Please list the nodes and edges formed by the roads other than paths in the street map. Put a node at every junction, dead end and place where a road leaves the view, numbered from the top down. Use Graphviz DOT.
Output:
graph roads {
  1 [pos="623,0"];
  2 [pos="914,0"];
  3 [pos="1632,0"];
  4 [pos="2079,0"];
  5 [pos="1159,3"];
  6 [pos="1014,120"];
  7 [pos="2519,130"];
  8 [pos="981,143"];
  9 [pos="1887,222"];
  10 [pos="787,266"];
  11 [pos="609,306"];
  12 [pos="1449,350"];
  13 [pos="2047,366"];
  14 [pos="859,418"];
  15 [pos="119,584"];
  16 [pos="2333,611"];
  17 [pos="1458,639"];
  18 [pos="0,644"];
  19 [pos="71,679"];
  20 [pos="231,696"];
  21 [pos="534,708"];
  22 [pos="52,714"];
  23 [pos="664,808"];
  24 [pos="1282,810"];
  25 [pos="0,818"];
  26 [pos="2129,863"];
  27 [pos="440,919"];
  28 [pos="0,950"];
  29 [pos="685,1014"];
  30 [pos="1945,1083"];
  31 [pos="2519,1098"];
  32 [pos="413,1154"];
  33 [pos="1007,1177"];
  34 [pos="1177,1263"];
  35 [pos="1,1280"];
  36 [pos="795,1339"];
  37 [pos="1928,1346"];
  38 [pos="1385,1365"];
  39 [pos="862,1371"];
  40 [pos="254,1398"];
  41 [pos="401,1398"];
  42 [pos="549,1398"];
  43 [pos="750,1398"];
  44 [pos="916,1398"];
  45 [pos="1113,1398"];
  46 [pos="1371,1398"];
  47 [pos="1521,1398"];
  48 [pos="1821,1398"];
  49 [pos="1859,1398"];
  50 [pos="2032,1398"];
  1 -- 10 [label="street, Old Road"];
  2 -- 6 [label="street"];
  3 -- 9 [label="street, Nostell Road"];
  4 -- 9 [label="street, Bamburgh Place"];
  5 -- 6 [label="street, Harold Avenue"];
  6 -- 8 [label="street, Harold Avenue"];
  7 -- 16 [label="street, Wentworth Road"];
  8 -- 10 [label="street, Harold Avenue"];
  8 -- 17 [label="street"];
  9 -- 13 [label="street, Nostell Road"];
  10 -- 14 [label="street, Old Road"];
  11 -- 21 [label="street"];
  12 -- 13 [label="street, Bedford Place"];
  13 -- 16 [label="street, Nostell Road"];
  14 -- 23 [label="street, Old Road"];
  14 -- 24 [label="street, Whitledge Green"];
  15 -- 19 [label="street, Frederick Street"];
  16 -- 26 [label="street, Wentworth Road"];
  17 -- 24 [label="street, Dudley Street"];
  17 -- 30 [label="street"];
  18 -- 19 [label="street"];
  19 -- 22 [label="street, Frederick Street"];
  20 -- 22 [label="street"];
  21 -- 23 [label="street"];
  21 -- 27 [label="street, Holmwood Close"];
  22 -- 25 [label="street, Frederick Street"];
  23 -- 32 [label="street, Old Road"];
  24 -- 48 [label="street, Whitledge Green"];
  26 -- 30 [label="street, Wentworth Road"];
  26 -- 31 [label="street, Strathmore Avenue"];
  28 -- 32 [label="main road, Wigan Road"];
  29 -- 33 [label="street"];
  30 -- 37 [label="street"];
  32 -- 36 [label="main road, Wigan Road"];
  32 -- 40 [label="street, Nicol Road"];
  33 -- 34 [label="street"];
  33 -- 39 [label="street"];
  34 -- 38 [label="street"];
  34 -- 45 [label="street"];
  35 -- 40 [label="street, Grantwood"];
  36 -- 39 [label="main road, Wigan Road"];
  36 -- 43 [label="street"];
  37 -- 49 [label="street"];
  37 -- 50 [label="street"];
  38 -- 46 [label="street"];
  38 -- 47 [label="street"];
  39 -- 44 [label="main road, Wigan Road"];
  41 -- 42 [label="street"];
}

════

Retrieve all lines from the data that contain the string "Wentworth".

  7 -- 16 [label="street, Wentworth Road"];
  16 -- 26 [label="street, Wentworth Road"];
  26 -- 30 [label="street, Wentworth Road"];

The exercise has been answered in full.